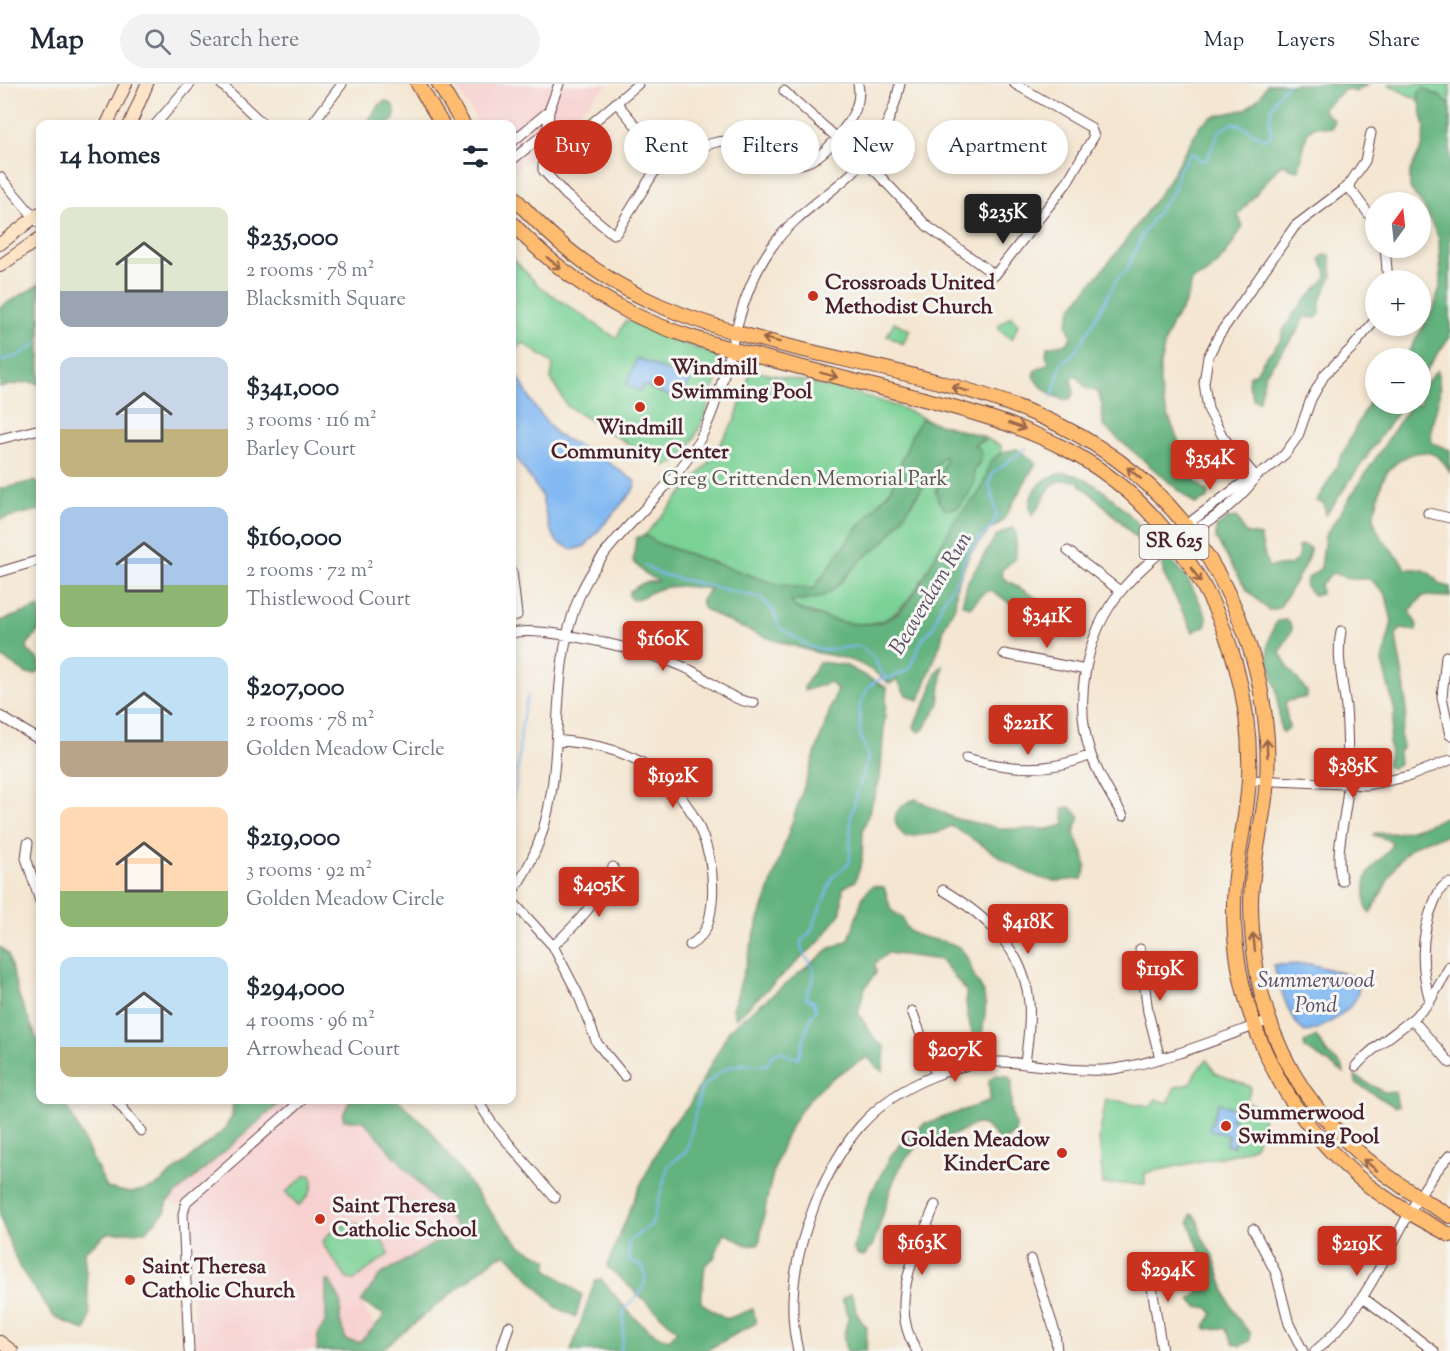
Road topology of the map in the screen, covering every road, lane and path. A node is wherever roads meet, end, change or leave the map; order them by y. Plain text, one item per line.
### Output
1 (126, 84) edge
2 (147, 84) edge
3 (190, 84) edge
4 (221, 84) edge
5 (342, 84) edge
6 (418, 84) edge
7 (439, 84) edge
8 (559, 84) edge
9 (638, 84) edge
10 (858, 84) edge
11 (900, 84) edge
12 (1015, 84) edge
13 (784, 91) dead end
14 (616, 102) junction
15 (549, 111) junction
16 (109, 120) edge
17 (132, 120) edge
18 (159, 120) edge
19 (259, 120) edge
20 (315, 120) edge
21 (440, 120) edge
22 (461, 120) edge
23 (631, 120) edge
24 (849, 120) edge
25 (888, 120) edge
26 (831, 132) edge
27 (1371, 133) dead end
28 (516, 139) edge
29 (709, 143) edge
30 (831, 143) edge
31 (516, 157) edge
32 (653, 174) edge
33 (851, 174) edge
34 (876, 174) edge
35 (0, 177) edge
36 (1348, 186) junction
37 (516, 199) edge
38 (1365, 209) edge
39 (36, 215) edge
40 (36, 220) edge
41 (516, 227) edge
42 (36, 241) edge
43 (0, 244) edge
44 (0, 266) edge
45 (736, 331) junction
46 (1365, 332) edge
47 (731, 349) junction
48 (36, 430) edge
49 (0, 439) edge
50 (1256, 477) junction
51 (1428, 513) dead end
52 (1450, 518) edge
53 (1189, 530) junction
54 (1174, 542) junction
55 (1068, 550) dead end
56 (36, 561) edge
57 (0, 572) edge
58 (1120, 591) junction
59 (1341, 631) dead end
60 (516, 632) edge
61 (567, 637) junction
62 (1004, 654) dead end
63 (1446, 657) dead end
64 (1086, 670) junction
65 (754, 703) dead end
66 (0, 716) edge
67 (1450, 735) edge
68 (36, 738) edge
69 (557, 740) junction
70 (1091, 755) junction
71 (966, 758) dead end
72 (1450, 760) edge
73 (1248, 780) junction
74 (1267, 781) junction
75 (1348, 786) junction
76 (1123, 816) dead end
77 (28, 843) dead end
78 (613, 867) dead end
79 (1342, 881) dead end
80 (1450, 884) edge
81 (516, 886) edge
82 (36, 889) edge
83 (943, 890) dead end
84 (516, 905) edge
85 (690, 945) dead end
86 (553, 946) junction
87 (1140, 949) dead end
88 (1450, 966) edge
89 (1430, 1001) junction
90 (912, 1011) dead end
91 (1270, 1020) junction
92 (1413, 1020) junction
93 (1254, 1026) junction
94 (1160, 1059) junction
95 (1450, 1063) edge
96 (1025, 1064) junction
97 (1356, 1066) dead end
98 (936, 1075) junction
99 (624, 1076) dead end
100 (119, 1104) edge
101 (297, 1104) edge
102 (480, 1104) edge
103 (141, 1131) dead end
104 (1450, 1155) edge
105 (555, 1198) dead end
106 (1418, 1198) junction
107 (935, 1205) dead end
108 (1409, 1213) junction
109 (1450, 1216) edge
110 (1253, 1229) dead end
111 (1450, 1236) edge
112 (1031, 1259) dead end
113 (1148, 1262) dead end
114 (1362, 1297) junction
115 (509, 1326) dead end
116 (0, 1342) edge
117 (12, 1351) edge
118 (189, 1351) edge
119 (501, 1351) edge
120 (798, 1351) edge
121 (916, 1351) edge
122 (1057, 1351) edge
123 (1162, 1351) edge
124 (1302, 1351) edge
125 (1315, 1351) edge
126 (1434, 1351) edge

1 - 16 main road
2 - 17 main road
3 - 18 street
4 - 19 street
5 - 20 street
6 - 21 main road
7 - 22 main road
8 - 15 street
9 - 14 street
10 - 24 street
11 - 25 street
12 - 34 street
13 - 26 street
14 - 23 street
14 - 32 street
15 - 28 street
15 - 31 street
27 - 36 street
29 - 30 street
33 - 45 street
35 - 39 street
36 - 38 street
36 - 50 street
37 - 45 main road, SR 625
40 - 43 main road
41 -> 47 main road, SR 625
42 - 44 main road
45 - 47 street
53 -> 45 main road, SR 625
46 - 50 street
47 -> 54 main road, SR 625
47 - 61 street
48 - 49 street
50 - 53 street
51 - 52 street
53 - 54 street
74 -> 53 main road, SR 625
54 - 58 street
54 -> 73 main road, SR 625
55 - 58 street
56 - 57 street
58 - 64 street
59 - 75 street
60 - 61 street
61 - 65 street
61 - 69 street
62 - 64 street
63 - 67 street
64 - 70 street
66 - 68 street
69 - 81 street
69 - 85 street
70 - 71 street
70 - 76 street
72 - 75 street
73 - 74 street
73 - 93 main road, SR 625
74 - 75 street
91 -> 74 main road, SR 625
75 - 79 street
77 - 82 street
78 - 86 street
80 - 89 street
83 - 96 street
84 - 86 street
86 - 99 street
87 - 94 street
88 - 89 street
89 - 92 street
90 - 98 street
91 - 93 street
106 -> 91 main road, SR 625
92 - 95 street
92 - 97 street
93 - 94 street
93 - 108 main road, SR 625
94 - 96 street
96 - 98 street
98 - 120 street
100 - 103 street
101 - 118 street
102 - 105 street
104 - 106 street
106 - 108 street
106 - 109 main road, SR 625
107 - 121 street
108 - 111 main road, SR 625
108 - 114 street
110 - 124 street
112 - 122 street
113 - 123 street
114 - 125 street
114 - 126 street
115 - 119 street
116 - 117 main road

········

Give the entries again without a single change, but with no pictures.

▶ Written answer
Road topology of the map in the screen, covering every road, lane and path. A node is wherever roads meet, end, change or leave the map; order them by y. Plain text, one item per line.
### Output
1 (126, 84) edge
2 (147, 84) edge
3 (190, 84) edge
4 (221, 84) edge
5 (342, 84) edge
6 (418, 84) edge
7 (439, 84) edge
8 (559, 84) edge
9 (638, 84) edge
10 (858, 84) edge
11 (900, 84) edge
12 (1015, 84) edge
13 (784, 91) dead end
14 (616, 102) junction
15 (549, 111) junction
16 (109, 120) edge
17 (132, 120) edge
18 (159, 120) edge
19 (259, 120) edge
20 (315, 120) edge
21 (440, 120) edge
22 (461, 120) edge
23 (631, 120) edge
24 (849, 120) edge
25 (888, 120) edge
26 (831, 132) edge
27 (1371, 133) dead end
28 (516, 139) edge
29 (709, 143) edge
30 (831, 143) edge
31 (516, 157) edge
32 (653, 174) edge
33 (851, 174) edge
34 (876, 174) edge
35 (0, 177) edge
36 (1348, 186) junction
37 (516, 199) edge
38 (1365, 209) edge
39 (36, 215) edge
40 (36, 220) edge
41 (516, 227) edge
42 (36, 241) edge
43 (0, 244) edge
44 (0, 266) edge
45 (736, 331) junction
46 (1365, 332) edge
47 (731, 349) junction
48 (36, 430) edge
49 (0, 439) edge
50 (1256, 477) junction
51 (1428, 513) dead end
52 (1450, 518) edge
53 (1189, 530) junction
54 (1174, 542) junction
55 (1068, 550) dead end
56 (36, 561) edge
57 (0, 572) edge
58 (1120, 591) junction
59 (1341, 631) dead end
60 (516, 632) edge
61 (567, 637) junction
62 (1004, 654) dead end
63 (1446, 657) dead end
64 (1086, 670) junction
65 (754, 703) dead end
66 (0, 716) edge
67 (1450, 735) edge
68 (36, 738) edge
69 (557, 740) junction
70 (1091, 755) junction
71 (966, 758) dead end
72 (1450, 760) edge
73 (1248, 780) junction
74 (1267, 781) junction
75 (1348, 786) junction
76 (1123, 816) dead end
77 (28, 843) dead end
78 (613, 867) dead end
79 (1342, 881) dead end
80 (1450, 884) edge
81 (516, 886) edge
82 (36, 889) edge
83 (943, 890) dead end
84 (516, 905) edge
85 (690, 945) dead end
86 (553, 946) junction
87 (1140, 949) dead end
88 (1450, 966) edge
89 (1430, 1001) junction
90 (912, 1011) dead end
91 (1270, 1020) junction
92 (1413, 1020) junction
93 (1254, 1026) junction
94 (1160, 1059) junction
95 (1450, 1063) edge
96 (1025, 1064) junction
97 (1356, 1066) dead end
98 (936, 1075) junction
99 (624, 1076) dead end
100 (119, 1104) edge
101 (297, 1104) edge
102 (480, 1104) edge
103 (141, 1131) dead end
104 (1450, 1155) edge
105 (555, 1198) dead end
106 (1418, 1198) junction
107 (935, 1205) dead end
108 (1409, 1213) junction
109 (1450, 1216) edge
110 (1253, 1229) dead end
111 (1450, 1236) edge
112 (1031, 1259) dead end
113 (1148, 1262) dead end
114 (1362, 1297) junction
115 (509, 1326) dead end
116 (0, 1342) edge
117 (12, 1351) edge
118 (189, 1351) edge
119 (501, 1351) edge
120 (798, 1351) edge
121 (916, 1351) edge
122 (1057, 1351) edge
123 (1162, 1351) edge
124 (1302, 1351) edge
125 (1315, 1351) edge
126 (1434, 1351) edge

1 - 16 main road
2 - 17 main road
3 - 18 street
4 - 19 street
5 - 20 street
6 - 21 main road
7 - 22 main road
8 - 15 street
9 - 14 street
10 - 24 street
11 - 25 street
12 - 34 street
13 - 26 street
14 - 23 street
14 - 32 street
15 - 28 street
15 - 31 street
27 - 36 street
29 - 30 street
33 - 45 street
35 - 39 street
36 - 38 street
36 - 50 street
37 - 45 main road, SR 625
40 - 43 main road
41 -> 47 main road, SR 625
42 - 44 main road
45 - 47 street
53 -> 45 main road, SR 625
46 - 50 street
47 -> 54 main road, SR 625
47 - 61 street
48 - 49 street
50 - 53 street
51 - 52 street
53 - 54 street
74 -> 53 main road, SR 625
54 - 58 street
54 -> 73 main road, SR 625
55 - 58 street
56 - 57 street
58 - 64 street
59 - 75 street
60 - 61 street
61 - 65 street
61 - 69 street
62 - 64 street
63 - 67 street
64 - 70 street
66 - 68 street
69 - 81 street
69 - 85 street
70 - 71 street
70 - 76 street
72 - 75 street
73 - 74 street
73 - 93 main road, SR 625
74 - 75 street
91 -> 74 main road, SR 625
75 - 79 street
77 - 82 street
78 - 86 street
80 - 89 street
83 - 96 street
84 - 86 street
86 - 99 street
87 - 94 street
88 - 89 street
89 - 92 street
90 - 98 street
91 - 93 street
106 -> 91 main road, SR 625
92 - 95 street
92 - 97 street
93 - 94 street
93 - 108 main road, SR 625
94 - 96 street
96 - 98 street
98 - 120 street
100 - 103 street
101 - 118 street
102 - 105 street
104 - 106 street
106 - 108 street
106 - 109 main road, SR 625
107 - 121 street
108 - 111 main road, SR 625
108 - 114 street
110 - 124 street
112 - 122 street
113 - 123 street
114 - 125 street
114 - 126 street
115 - 119 street
116 - 117 main road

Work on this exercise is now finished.